Items listed in a dataset

......

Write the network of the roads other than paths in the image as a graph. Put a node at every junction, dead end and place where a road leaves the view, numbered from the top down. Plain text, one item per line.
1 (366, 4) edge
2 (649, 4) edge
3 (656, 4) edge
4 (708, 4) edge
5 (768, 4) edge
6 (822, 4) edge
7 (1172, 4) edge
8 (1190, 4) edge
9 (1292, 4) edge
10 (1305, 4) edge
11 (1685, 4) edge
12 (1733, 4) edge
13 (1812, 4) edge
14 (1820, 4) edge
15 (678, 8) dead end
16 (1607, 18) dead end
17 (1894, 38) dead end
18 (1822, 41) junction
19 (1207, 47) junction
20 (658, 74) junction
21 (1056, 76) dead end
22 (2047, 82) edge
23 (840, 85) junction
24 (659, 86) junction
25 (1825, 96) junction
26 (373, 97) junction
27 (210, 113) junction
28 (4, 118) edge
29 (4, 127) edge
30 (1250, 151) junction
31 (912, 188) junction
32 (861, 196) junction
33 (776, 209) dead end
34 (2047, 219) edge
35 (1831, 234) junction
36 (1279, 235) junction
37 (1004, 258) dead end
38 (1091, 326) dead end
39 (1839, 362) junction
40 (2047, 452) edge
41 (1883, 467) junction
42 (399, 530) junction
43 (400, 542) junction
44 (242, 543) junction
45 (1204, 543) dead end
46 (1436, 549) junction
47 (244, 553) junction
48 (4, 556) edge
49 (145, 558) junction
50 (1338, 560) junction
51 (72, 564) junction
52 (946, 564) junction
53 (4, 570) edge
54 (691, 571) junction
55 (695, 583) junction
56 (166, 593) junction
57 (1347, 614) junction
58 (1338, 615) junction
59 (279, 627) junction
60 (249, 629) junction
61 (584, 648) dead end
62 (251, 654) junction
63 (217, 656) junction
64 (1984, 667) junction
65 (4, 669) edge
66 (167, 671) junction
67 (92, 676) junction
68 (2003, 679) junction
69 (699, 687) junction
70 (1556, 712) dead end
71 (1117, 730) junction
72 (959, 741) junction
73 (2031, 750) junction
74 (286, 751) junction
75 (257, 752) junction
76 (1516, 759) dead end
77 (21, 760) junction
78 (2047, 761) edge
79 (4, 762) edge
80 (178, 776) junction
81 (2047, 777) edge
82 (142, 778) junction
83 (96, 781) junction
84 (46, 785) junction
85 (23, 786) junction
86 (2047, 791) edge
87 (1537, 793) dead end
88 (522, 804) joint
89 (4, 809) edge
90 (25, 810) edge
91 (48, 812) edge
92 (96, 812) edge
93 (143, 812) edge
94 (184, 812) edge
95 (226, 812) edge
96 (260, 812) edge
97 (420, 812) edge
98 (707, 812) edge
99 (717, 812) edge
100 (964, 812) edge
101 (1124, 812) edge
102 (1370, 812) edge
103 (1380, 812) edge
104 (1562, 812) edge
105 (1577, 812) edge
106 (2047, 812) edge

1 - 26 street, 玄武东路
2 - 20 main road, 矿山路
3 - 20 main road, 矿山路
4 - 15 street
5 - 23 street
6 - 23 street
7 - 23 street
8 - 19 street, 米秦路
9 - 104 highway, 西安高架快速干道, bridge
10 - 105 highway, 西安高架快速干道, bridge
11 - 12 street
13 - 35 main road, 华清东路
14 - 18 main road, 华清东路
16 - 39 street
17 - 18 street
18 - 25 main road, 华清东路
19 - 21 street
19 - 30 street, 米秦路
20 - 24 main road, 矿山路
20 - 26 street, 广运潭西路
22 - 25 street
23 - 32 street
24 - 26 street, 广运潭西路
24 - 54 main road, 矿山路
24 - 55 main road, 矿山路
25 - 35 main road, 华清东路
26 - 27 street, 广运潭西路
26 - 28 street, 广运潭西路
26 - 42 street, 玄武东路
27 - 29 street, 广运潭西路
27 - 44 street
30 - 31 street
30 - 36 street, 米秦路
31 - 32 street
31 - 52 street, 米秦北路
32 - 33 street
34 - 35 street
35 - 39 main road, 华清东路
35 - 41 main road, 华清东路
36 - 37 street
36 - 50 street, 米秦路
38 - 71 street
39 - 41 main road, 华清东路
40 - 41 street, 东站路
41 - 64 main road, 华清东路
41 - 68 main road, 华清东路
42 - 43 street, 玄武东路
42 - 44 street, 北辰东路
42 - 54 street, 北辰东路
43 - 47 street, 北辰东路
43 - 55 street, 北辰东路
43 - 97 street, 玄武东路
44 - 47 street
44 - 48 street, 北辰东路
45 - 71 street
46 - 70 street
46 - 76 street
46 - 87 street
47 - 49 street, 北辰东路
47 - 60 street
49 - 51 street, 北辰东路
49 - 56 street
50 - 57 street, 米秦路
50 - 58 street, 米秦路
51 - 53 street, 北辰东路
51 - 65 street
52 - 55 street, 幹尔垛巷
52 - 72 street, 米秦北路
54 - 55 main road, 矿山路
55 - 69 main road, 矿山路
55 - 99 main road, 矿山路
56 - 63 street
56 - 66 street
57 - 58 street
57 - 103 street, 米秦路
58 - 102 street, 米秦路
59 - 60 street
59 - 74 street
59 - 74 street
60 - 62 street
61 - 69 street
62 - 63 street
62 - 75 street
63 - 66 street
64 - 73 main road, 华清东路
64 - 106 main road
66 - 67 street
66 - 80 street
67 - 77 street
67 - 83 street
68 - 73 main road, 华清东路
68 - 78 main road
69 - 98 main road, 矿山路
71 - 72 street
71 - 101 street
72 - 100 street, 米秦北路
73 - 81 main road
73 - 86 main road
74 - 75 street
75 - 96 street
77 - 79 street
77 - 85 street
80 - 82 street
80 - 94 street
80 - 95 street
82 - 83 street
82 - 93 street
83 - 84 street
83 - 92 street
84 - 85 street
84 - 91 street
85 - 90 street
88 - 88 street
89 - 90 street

......

■ Goal of the exercise
If a line in the data above includes the string "bridge", copy it.

■ Result
9 - 104 highway, 西安高架快速干道, bridge
10 - 105 highway, 西安高架快速干道, bridge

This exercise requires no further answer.